Line by line, please look for the word "شهبد" in the following records, then copy each line you find it in.

[[ Exercise input, beginning ]]

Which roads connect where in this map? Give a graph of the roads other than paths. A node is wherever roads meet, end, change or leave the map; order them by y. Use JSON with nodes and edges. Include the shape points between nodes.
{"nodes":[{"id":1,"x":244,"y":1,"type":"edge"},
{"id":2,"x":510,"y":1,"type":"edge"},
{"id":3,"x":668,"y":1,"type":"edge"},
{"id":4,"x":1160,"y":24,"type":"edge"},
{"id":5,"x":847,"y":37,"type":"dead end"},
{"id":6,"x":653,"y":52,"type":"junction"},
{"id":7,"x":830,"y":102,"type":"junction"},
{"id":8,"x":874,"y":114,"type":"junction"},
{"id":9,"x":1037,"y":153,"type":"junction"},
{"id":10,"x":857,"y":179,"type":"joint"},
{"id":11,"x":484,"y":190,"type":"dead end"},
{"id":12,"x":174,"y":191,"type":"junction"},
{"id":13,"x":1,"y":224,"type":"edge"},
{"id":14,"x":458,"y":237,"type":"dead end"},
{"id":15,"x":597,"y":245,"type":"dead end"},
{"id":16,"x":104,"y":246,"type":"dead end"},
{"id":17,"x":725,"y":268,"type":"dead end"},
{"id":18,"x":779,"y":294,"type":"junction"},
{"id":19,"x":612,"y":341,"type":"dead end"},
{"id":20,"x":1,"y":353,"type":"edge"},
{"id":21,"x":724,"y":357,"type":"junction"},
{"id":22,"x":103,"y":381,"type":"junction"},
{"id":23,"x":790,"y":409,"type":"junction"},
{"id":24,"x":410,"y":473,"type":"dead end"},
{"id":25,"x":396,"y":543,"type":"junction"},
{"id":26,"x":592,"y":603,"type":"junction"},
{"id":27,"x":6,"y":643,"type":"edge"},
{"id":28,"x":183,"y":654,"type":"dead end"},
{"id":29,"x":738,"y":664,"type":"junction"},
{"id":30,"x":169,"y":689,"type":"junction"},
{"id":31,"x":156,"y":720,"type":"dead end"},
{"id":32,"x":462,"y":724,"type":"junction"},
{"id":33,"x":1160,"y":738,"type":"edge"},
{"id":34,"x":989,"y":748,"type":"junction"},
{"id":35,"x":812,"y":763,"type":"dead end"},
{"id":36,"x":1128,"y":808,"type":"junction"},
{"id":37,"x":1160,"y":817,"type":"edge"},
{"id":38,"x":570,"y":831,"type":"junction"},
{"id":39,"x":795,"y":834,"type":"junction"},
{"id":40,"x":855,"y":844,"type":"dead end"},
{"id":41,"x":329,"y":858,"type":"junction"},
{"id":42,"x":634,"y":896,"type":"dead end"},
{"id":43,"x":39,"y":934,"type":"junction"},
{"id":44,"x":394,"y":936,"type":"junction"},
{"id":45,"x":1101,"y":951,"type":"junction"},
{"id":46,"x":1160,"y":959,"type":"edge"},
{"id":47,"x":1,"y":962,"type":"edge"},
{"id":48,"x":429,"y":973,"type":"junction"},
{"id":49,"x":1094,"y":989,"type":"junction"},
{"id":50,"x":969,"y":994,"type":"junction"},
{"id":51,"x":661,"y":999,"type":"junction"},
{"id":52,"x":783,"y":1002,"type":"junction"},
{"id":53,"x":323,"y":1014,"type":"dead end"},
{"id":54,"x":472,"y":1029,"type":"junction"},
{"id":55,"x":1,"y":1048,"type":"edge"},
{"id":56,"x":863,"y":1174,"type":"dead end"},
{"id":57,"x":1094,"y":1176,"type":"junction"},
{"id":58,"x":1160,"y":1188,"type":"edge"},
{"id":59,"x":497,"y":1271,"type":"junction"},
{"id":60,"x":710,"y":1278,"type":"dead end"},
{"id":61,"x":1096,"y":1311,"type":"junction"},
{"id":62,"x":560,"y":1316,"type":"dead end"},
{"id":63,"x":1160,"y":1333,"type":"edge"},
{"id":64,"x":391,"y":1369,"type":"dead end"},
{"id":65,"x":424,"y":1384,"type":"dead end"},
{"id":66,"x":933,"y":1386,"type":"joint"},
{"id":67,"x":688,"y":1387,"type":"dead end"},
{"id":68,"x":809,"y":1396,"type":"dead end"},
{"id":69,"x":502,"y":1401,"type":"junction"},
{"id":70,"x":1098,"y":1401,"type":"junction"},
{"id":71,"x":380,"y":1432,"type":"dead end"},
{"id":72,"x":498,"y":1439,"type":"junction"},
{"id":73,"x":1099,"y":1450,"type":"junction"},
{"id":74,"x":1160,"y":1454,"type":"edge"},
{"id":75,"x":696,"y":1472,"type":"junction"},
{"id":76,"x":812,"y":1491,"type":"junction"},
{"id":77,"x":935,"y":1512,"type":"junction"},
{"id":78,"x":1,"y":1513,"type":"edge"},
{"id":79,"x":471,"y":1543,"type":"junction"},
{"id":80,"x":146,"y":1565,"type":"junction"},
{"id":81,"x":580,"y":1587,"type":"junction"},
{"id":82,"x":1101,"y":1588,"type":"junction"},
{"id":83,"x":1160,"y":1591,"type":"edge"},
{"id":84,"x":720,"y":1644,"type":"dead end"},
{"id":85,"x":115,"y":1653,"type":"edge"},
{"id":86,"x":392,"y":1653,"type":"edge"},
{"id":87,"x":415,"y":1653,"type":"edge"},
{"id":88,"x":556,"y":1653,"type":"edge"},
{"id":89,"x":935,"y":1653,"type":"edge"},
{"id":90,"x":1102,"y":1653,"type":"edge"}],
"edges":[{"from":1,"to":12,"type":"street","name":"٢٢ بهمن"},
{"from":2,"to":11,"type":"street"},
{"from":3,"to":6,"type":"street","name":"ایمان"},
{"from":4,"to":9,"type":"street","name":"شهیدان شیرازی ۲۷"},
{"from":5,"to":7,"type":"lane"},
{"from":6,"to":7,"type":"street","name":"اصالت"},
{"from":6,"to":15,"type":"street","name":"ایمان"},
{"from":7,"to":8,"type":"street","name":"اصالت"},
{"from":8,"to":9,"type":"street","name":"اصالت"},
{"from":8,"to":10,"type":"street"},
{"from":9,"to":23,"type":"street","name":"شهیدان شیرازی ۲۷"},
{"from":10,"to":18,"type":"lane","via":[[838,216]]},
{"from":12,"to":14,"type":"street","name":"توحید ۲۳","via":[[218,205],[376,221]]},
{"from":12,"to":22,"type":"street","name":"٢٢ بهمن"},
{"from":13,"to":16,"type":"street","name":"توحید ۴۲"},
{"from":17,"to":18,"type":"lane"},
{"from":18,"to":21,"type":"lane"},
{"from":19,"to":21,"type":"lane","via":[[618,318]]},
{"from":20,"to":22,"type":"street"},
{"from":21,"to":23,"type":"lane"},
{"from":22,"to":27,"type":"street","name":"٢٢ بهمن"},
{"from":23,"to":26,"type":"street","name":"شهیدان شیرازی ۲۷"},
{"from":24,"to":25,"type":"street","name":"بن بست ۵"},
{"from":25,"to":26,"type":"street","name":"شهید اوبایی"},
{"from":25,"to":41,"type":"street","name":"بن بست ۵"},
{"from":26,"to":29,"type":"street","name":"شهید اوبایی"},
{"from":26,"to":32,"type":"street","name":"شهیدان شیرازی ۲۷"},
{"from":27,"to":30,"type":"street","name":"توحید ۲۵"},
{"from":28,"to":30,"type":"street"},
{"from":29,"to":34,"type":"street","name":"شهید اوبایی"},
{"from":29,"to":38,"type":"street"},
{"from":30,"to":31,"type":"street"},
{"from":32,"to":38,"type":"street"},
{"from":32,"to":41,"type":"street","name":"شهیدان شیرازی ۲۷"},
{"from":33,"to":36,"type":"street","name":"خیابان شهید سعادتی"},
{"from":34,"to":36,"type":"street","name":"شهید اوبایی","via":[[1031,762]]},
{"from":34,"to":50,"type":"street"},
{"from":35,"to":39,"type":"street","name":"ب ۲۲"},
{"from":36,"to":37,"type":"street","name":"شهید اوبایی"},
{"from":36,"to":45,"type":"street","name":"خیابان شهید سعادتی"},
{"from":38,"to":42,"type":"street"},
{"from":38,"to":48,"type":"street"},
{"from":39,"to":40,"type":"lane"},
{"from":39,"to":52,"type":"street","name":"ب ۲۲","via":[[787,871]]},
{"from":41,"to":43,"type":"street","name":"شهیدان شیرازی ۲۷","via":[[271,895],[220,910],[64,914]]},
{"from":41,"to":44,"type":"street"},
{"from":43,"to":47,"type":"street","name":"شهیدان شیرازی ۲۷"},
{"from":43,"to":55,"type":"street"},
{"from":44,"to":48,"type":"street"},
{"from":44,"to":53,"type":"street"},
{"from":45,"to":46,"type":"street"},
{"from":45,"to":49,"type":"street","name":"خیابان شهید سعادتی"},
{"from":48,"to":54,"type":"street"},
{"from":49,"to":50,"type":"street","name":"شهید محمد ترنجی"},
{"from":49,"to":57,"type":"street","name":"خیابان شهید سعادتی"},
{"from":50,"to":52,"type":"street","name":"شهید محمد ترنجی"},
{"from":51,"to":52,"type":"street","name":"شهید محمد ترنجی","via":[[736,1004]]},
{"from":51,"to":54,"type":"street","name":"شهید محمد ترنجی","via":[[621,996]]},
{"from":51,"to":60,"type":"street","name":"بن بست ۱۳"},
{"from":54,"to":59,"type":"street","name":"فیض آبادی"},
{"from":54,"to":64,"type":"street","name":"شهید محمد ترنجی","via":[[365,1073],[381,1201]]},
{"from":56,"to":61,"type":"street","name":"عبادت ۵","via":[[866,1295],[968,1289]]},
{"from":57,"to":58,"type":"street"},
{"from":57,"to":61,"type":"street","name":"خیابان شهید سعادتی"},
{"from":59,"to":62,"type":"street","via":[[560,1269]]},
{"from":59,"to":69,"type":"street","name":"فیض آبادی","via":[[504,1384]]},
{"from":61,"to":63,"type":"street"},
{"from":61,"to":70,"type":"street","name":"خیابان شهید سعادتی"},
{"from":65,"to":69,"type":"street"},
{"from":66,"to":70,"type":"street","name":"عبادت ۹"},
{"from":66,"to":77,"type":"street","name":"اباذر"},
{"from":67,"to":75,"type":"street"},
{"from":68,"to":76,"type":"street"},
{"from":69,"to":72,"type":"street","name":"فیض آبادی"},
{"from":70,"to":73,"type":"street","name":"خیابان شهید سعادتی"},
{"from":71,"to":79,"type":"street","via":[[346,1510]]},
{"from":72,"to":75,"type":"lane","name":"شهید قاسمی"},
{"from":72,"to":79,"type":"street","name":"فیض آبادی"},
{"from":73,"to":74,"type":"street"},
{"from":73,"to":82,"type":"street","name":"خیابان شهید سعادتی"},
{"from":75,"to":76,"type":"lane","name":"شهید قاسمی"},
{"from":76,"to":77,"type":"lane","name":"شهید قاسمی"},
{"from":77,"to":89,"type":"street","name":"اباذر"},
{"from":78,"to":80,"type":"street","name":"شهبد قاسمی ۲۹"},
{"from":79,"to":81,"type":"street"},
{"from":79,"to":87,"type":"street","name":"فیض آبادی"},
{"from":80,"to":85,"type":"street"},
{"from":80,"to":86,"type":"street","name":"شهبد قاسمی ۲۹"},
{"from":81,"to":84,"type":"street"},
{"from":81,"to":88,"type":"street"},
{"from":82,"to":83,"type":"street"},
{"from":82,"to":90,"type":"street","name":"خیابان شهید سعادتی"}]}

[[ Exercise input, end ]]

> **Answer for the task**
{"from":78,"to":80,"type":"street","name":"شهبد قاسمی ۲۹"},
{"from":80,"to":86,"type":"street","name":"شهبد قاسمی ۲۹"},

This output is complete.